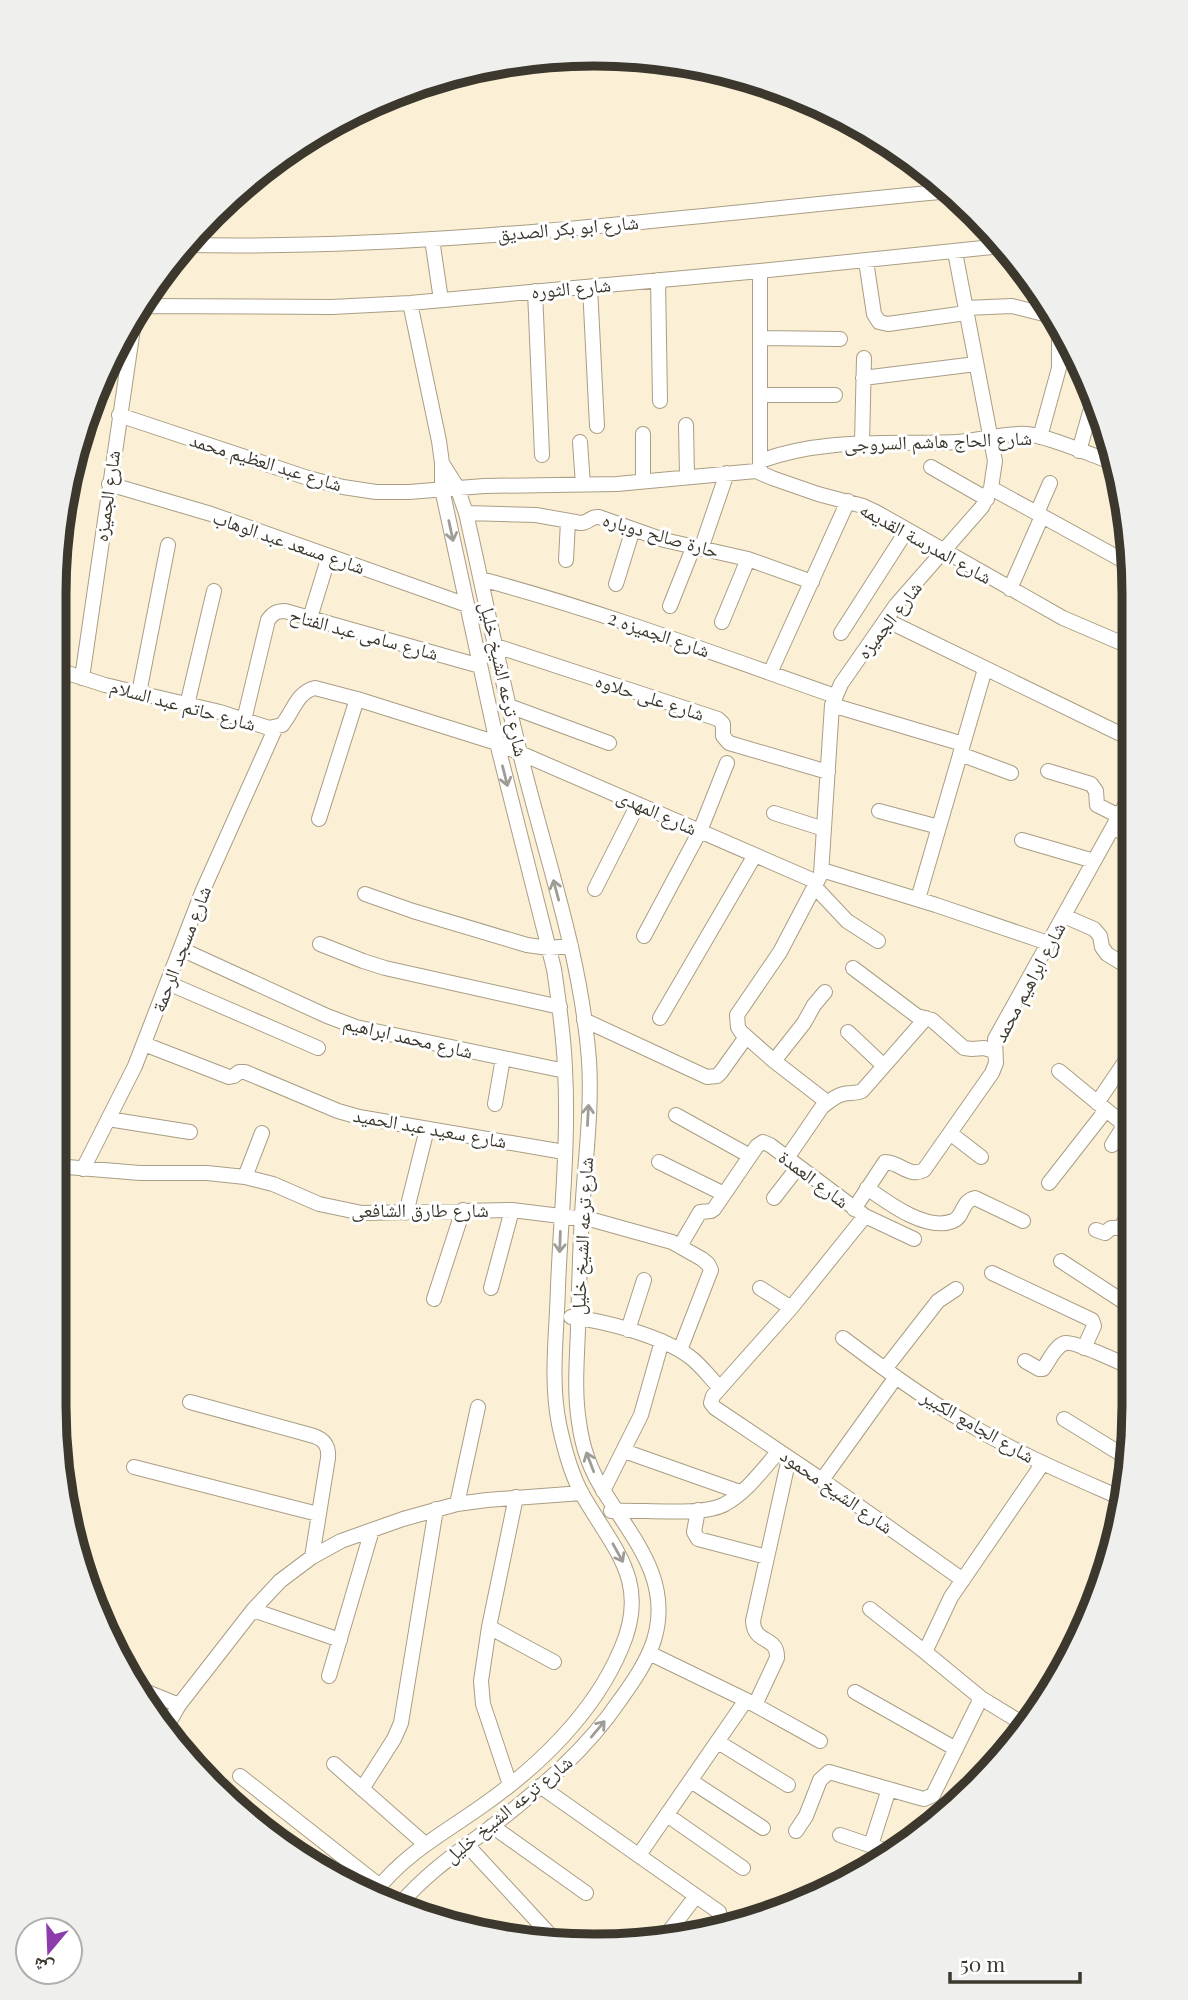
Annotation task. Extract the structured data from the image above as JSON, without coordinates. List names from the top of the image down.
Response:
{
  "streets": {
    "street": [
      "شارع ابو بكر الصديق",
      "شارع الثوره",
      "شارع الحاج هاشم السروجى",
      "شارع عبد العظيم محمد",
      "شارع الجميزه",
      "حارة صالح دوباره",
      "شارع مسعد عبد الوهاب",
      "شارع المدرسة القديمه",
      "شارع سامى عبد الفتاح",
      "شارع الجميزه 2",
      "شارع ترعه الشيخ خليل",
      "شارع على حلاوه",
      "شارع حاتم عبد السلام",
      "شارع المهدى",
      "شارع مسجد الرحمة",
      "شارع ابراهيم محمد",
      "شارع محمد ابراهيم",
      "شارع سعيد عبد الحميد",
      "شارع العمدة",
      "شارع طارق الشافعى",
      "شارع الجامع الكبير",
      "شارع الشيخ محمود"
    ]
  },
  "crossings": [
    ["شارع الثوره", "شارع ترعه الشيخ خليل"],
    ["شارع الحاج هاشم السروجى", "شارع المدرسة القديمه"],
    ["شارع عبد العظيم محمد", "شارع الجميزه"],
    ["شارع عبد العظيم محمد", "شارع المدرسة القديمه"],
    ["شارع عبد العظيم محمد", "شارع ترعه الشيخ خليل"],
    ["شارع الجميزه", "شارع مسعد عبد الوهاب"],
    ["شارع الجميزه", "شارع المدرسة القديمه"],
    ["شارع الجميزه", "شارع الجميزه 2"],
    ["شارع الجميزه", "شارع على حلاوه"],
    ["شارع الجميزه", "شارع حاتم عبد السلام"],
    ["شارع الجميزه", "شارع المهدى"],
    ["حارة صالح دوباره", "شارع ترعه الشيخ خليل"],
    ["شارع مسعد عبد الوهاب", "شارع ترعه الشيخ خليل"],
    ["شارع المدرسة القديمه", "شارع ترعه الشيخ خليل"],
    ["شارع سامى عبد الفتاح", "شارع ترعه الشيخ خليل"],
    ["شارع سامى عبد الفتاح", "شارع حاتم عبد السلام"],
    ["شارع الجميزه 2", "شارع ترعه الشيخ خليل"],
    ["شارع ترعه الشيخ خليل", "شارع على حلاوه"],
    ["شارع ترعه الشيخ خليل", "شارع حاتم عبد السلام"],
    ["شارع ترعه الشيخ خليل", "شارع المهدى"],
    ["شارع ترعه الشيخ خليل", "شارع محمد ابراهيم"],
    ["شارع ترعه الشيخ خليل", "شارع سعيد عبد الحميد"],
    ["شارع ترعه الشيخ خليل", "شارع طارق الشافعى"],
    ["شارع حاتم عبد السلام", "شارع المهدى"],
    ["شارع حاتم عبد السلام", "شارع مسجد الرحمة"],
    ["شارع المهدى", "شارع ابراهيم محمد"],
    ["شارع مسجد الرحمة", "شارع محمد ابراهيم"],
    ["شارع مسجد الرحمة", "شارع سعيد عبد الحميد"],
    ["شارع مسجد الرحمة", "شارع طارق الشافعى"],
    ["شارع العمدة", "شارع طارق الشافعى"]
  ],
  "scale_bar": "50 m",
  "north": "bottom"
}
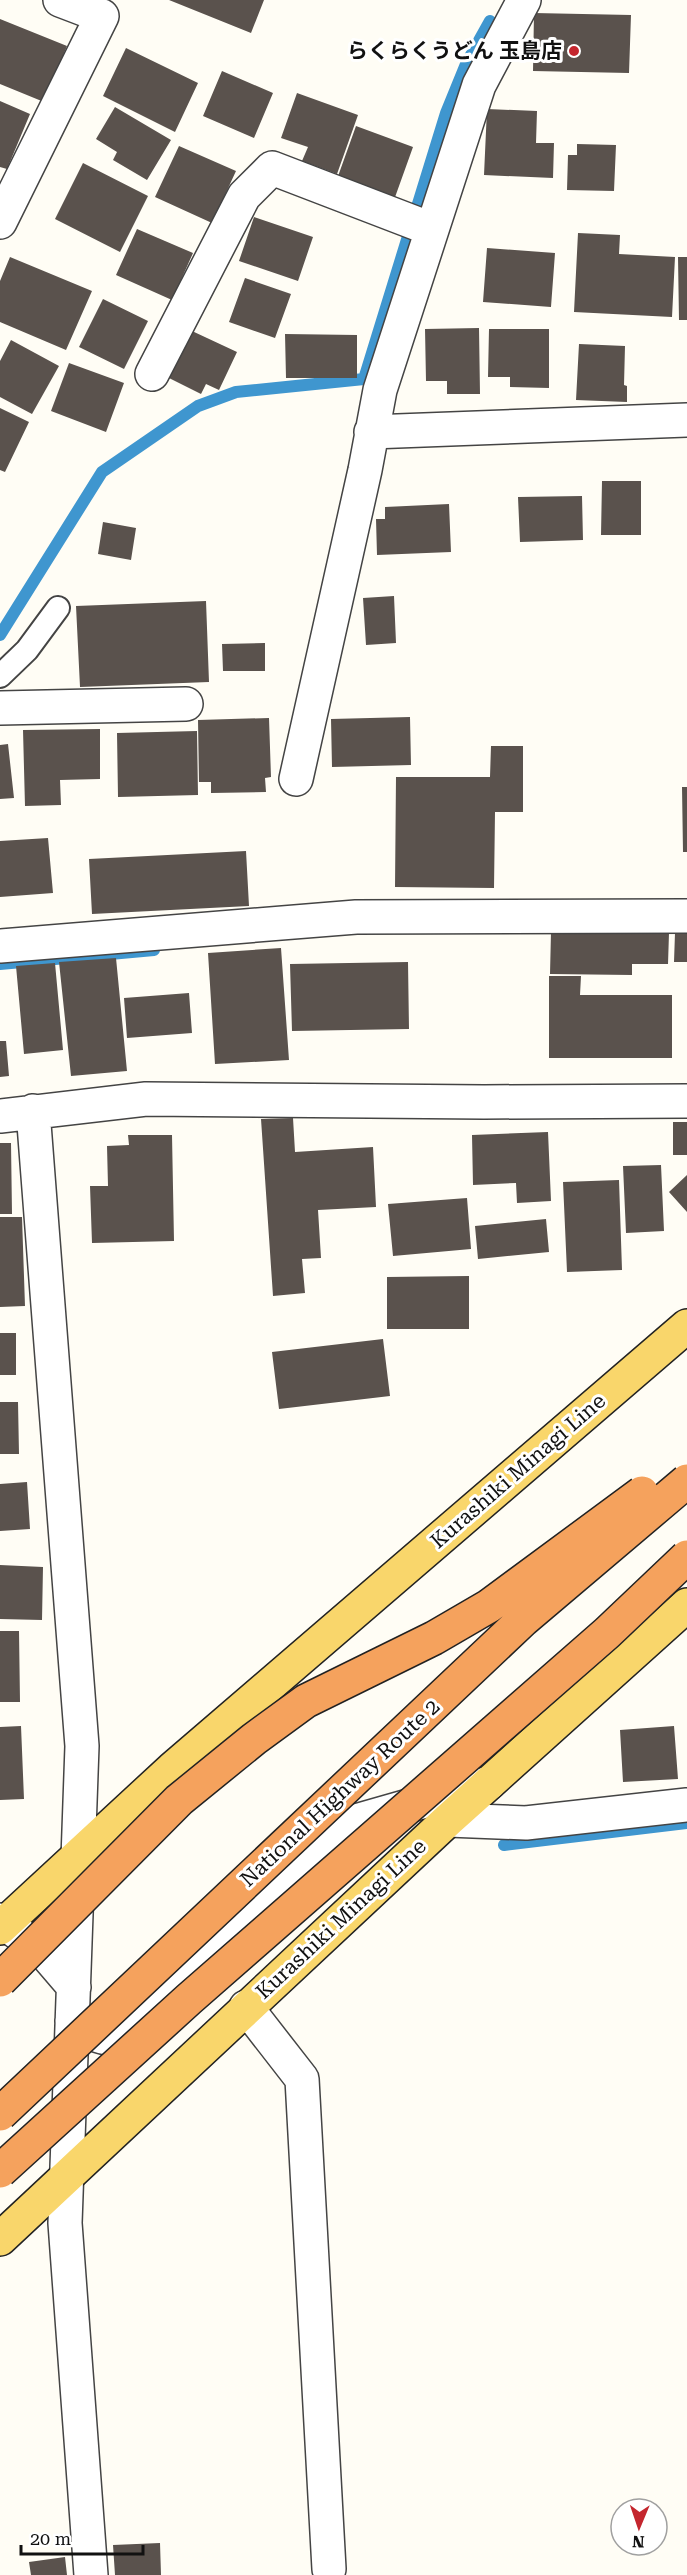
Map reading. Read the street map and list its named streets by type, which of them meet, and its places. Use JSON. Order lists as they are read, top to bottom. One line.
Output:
{"streets":{"highway":["National Highway Route 2"],"main road":["Kurashiki Minagi Line"]},"places":["らくらくうどん 玉島店"],"scale_bar":"20 m","north":"bottom"}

[PROBLEM TO WORK ON]: Write out each entry above once more, exactly as written, and drop the pictures.

[RESPONSE TO THIS TASK]:
Annotation task. Extract the structured data from the image above as JSON, without coordinates. List names from the top of the image down.
Response:
{
  "streets": {
    "street": [
      "شارع ابو بكر الصديق",
      "شارع الثوره",
      "شارع الحاج هاشم السروجى",
      "شارع عبد العظيم محمد",
      "شارع الجميزه",
      "حارة صالح دوباره",
      "شارع مسعد عبد الوهاب",
      "شارع المدرسة القديمه",
      "شارع سامى عبد الفتاح",
      "شارع الجميزه 2",
      "شارع ترعه الشيخ خليل",
      "شارع على حلاوه",
      "شارع حاتم عبد السلام",
      "شارع المهدى",
      "شارع مسجد الرحمة",
      "شارع ابراهيم محمد",
      "شارع محمد ابراهيم",
      "شارع سعيد عبد الحميد",
      "شارع العمدة",
      "شارع طارق الشافعى",
      "شارع الجامع الكبير",
      "شارع الشيخ محمود"
    ]
  },
  "crossings": [
    ["شارع الثوره", "شارع ترعه الشيخ خليل"],
    ["شارع الحاج هاشم السروجى", "شارع المدرسة القديمه"],
    ["شارع عبد العظيم محمد", "شارع الجميزه"],
    ["شارع عبد العظيم محمد", "شارع المدرسة القديمه"],
    ["شارع عبد العظيم محمد", "شارع ترعه الشيخ خليل"],
    ["شارع الجميزه", "شارع مسعد عبد الوهاب"],
    ["شارع الجميزه", "شارع المدرسة القديمه"],
    ["شارع الجميزه", "شارع الجميزه 2"],
    ["شارع الجميزه", "شارع على حلاوه"],
    ["شارع الجميزه", "شارع حاتم عبد السلام"],
    ["شارع الجميزه", "شارع المهدى"],
    ["حارة صالح دوباره", "شارع ترعه الشيخ خليل"],
    ["شارع مسعد عبد الوهاب", "شارع ترعه الشيخ خليل"],
    ["شارع المدرسة القديمه", "شارع ترعه الشيخ خليل"],
    ["شارع سامى عبد الفتاح", "شارع ترعه الشيخ خليل"],
    ["شارع سامى عبد الفتاح", "شارع حاتم عبد السلام"],
    ["شارع الجميزه 2", "شارع ترعه الشيخ خليل"],
    ["شارع ترعه الشيخ خليل", "شارع على حلاوه"],
    ["شارع ترعه الشيخ خليل", "شارع حاتم عبد السلام"],
    ["شارع ترعه الشيخ خليل", "شارع المهدى"],
    ["شارع ترعه الشيخ خليل", "شارع محمد ابراهيم"],
    ["شارع ترعه الشيخ خليل", "شارع سعيد عبد الحميد"],
    ["شارع ترعه الشيخ خليل", "شارع طارق الشافعى"],
    ["شارع حاتم عبد السلام", "شارع المهدى"],
    ["شارع حاتم عبد السلام", "شارع مسجد الرحمة"],
    ["شارع المهدى", "شارع ابراهيم محمد"],
    ["شارع مسجد الرحمة", "شارع محمد ابراهيم"],
    ["شارع مسجد الرحمة", "شارع سعيد عبد الحميد"],
    ["شارع مسجد الرحمة", "شارع طارق الشافعى"],
    ["شارع العمدة", "شارع طارق الشافعى"]
  ],
  "scale_bar": "50 m",
  "north": "bottom"
}
Map reading. Read the street map and list its named streets by type, which of them meet, and its places. Use JSON. Order lists as they are read, top to bottom. One line.
Output:
{"streets":{"highway":["National Highway Route 2"],"main road":["Kurashiki Minagi Line"]},"places":["らくらくうどん 玉島店"],"scale_bar":"20 m","north":"bottom"}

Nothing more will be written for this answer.